*** Opening Dataset entries ***

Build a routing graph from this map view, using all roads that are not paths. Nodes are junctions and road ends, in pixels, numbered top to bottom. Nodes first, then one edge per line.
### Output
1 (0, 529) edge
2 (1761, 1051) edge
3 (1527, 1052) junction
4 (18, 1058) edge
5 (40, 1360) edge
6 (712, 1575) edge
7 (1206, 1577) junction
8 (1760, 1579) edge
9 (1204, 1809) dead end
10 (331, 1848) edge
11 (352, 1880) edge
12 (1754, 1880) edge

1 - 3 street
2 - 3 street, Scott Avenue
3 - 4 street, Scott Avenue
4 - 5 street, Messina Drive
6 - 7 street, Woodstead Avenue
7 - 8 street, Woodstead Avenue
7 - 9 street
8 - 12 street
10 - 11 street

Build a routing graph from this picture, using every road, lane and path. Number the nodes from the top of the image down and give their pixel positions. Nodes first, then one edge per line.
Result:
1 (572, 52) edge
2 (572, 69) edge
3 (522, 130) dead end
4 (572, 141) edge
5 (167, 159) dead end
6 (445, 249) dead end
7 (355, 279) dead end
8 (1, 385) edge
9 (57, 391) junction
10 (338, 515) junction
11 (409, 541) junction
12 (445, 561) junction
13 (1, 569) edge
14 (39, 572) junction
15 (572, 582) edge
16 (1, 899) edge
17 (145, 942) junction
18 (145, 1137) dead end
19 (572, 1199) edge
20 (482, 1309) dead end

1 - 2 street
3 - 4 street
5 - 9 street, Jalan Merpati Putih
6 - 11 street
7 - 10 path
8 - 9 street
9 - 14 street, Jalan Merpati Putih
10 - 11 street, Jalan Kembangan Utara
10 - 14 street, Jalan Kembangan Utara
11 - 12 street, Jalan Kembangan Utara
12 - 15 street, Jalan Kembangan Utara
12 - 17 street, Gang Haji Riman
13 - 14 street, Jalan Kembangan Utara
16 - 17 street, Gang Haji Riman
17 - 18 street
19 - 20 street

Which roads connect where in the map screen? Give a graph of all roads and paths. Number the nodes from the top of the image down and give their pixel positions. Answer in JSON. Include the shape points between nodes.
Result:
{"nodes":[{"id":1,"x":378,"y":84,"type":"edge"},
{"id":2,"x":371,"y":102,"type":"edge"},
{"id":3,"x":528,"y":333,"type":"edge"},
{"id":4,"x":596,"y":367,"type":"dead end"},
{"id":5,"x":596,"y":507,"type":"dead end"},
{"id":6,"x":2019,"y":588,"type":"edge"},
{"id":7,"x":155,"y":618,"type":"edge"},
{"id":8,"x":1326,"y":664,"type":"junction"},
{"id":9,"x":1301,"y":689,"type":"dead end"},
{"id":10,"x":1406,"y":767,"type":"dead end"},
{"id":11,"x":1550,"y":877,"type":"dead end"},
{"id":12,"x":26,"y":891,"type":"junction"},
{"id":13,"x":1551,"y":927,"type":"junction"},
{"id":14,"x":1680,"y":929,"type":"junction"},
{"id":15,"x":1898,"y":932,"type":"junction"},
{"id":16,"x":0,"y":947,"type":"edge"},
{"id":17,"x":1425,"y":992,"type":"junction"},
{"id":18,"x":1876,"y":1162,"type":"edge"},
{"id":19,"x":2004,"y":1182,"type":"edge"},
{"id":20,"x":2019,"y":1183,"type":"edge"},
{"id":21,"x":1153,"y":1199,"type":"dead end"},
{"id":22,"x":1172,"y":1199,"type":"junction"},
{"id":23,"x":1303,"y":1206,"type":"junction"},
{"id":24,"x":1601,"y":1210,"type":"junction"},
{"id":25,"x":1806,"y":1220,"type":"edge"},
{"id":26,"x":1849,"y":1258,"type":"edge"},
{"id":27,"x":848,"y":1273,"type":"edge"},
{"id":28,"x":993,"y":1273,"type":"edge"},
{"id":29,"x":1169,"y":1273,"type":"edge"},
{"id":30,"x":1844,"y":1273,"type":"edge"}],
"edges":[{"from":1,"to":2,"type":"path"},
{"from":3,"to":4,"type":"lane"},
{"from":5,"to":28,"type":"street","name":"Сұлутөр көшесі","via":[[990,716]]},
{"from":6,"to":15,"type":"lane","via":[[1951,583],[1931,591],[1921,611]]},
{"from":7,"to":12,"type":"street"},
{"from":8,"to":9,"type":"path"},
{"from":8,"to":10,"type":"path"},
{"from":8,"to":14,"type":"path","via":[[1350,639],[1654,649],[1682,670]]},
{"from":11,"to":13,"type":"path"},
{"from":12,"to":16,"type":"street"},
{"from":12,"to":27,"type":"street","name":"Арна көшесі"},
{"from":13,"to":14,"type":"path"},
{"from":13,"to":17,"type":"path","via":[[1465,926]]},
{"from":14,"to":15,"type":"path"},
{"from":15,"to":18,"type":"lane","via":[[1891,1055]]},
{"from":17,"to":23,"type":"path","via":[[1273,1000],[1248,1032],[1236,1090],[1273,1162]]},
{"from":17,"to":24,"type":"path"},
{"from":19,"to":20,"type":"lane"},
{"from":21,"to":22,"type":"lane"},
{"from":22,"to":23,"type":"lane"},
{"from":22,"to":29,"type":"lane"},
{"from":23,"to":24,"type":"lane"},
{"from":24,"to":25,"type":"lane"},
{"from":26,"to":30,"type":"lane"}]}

*** Closing Dataset entries ***

- **Activity**:
Take the entries above and transcribe them exactly.

- **Solution**:
Build a routing graph from this map view, using all roads that are not paths. Nodes are junctions and road ends, in pixels, numbered top to bottom. Nodes first, then one edge per line.
### Output
1 (0, 529) edge
2 (1761, 1051) edge
3 (1527, 1052) junction
4 (18, 1058) edge
5 (40, 1360) edge
6 (712, 1575) edge
7 (1206, 1577) junction
8 (1760, 1579) edge
9 (1204, 1809) dead end
10 (331, 1848) edge
11 (352, 1880) edge
12 (1754, 1880) edge

1 - 3 street
2 - 3 street, Scott Avenue
3 - 4 street, Scott Avenue
4 - 5 street, Messina Drive
6 - 7 street, Woodstead Avenue
7 - 8 street, Woodstead Avenue
7 - 9 street
8 - 12 street
10 - 11 street

Build a routing graph from this picture, using every road, lane and path. Number the nodes from the top of the image down and give their pixel positions. Nodes first, then one edge per line.
Result:
1 (572, 52) edge
2 (572, 69) edge
3 (522, 130) dead end
4 (572, 141) edge
5 (167, 159) dead end
6 (445, 249) dead end
7 (355, 279) dead end
8 (1, 385) edge
9 (57, 391) junction
10 (338, 515) junction
11 (409, 541) junction
12 (445, 561) junction
13 (1, 569) edge
14 (39, 572) junction
15 (572, 582) edge
16 (1, 899) edge
17 (145, 942) junction
18 (145, 1137) dead end
19 (572, 1199) edge
20 (482, 1309) dead end

1 - 2 street
3 - 4 street
5 - 9 street, Jalan Merpati Putih
6 - 11 street
7 - 10 path
8 - 9 street
9 - 14 street, Jalan Merpati Putih
10 - 11 street, Jalan Kembangan Utara
10 - 14 street, Jalan Kembangan Utara
11 - 12 street, Jalan Kembangan Utara
12 - 15 street, Jalan Kembangan Utara
12 - 17 street, Gang Haji Riman
13 - 14 street, Jalan Kembangan Utara
16 - 17 street, Gang Haji Riman
17 - 18 street
19 - 20 street

Which roads connect where in the map screen? Give a graph of all roads and paths. Number the nodes from the top of the image down and give their pixel positions. Answer in JSON. Include the shape points between nodes.
Result:
{"nodes":[{"id":1,"x":378,"y":84,"type":"edge"},
{"id":2,"x":371,"y":102,"type":"edge"},
{"id":3,"x":528,"y":333,"type":"edge"},
{"id":4,"x":596,"y":367,"type":"dead end"},
{"id":5,"x":596,"y":507,"type":"dead end"},
{"id":6,"x":2019,"y":588,"type":"edge"},
{"id":7,"x":155,"y":618,"type":"edge"},
{"id":8,"x":1326,"y":664,"type":"junction"},
{"id":9,"x":1301,"y":689,"type":"dead end"},
{"id":10,"x":1406,"y":767,"type":"dead end"},
{"id":11,"x":1550,"y":877,"type":"dead end"},
{"id":12,"x":26,"y":891,"type":"junction"},
{"id":13,"x":1551,"y":927,"type":"junction"},
{"id":14,"x":1680,"y":929,"type":"junction"},
{"id":15,"x":1898,"y":932,"type":"junction"},
{"id":16,"x":0,"y":947,"type":"edge"},
{"id":17,"x":1425,"y":992,"type":"junction"},
{"id":18,"x":1876,"y":1162,"type":"edge"},
{"id":19,"x":2004,"y":1182,"type":"edge"},
{"id":20,"x":2019,"y":1183,"type":"edge"},
{"id":21,"x":1153,"y":1199,"type":"dead end"},
{"id":22,"x":1172,"y":1199,"type":"junction"},
{"id":23,"x":1303,"y":1206,"type":"junction"},
{"id":24,"x":1601,"y":1210,"type":"junction"},
{"id":25,"x":1806,"y":1220,"type":"edge"},
{"id":26,"x":1849,"y":1258,"type":"edge"},
{"id":27,"x":848,"y":1273,"type":"edge"},
{"id":28,"x":993,"y":1273,"type":"edge"},
{"id":29,"x":1169,"y":1273,"type":"edge"},
{"id":30,"x":1844,"y":1273,"type":"edge"}],
"edges":[{"from":1,"to":2,"type":"path"},
{"from":3,"to":4,"type":"lane"},
{"from":5,"to":28,"type":"street","name":"Сұлутөр көшесі","via":[[990,716]]},
{"from":6,"to":15,"type":"lane","via":[[1951,583],[1931,591],[1921,611]]},
{"from":7,"to":12,"type":"street"},
{"from":8,"to":9,"type":"path"},
{"from":8,"to":10,"type":"path"},
{"from":8,"to":14,"type":"path","via":[[1350,639],[1654,649],[1682,670]]},
{"from":11,"to":13,"type":"path"},
{"from":12,"to":16,"type":"street"},
{"from":12,"to":27,"type":"street","name":"Арна көшесі"},
{"from":13,"to":14,"type":"path"},
{"from":13,"to":17,"type":"path","via":[[1465,926]]},
{"from":14,"to":15,"type":"path"},
{"from":15,"to":18,"type":"lane","via":[[1891,1055]]},
{"from":17,"to":23,"type":"path","via":[[1273,1000],[1248,1032],[1236,1090],[1273,1162]]},
{"from":17,"to":24,"type":"path"},
{"from":19,"to":20,"type":"lane"},
{"from":21,"to":22,"type":"lane"},
{"from":22,"to":23,"type":"lane"},
{"from":22,"to":29,"type":"lane"},
{"from":23,"to":24,"type":"lane"},
{"from":24,"to":25,"type":"lane"},
{"from":26,"to":30,"type":"lane"}]}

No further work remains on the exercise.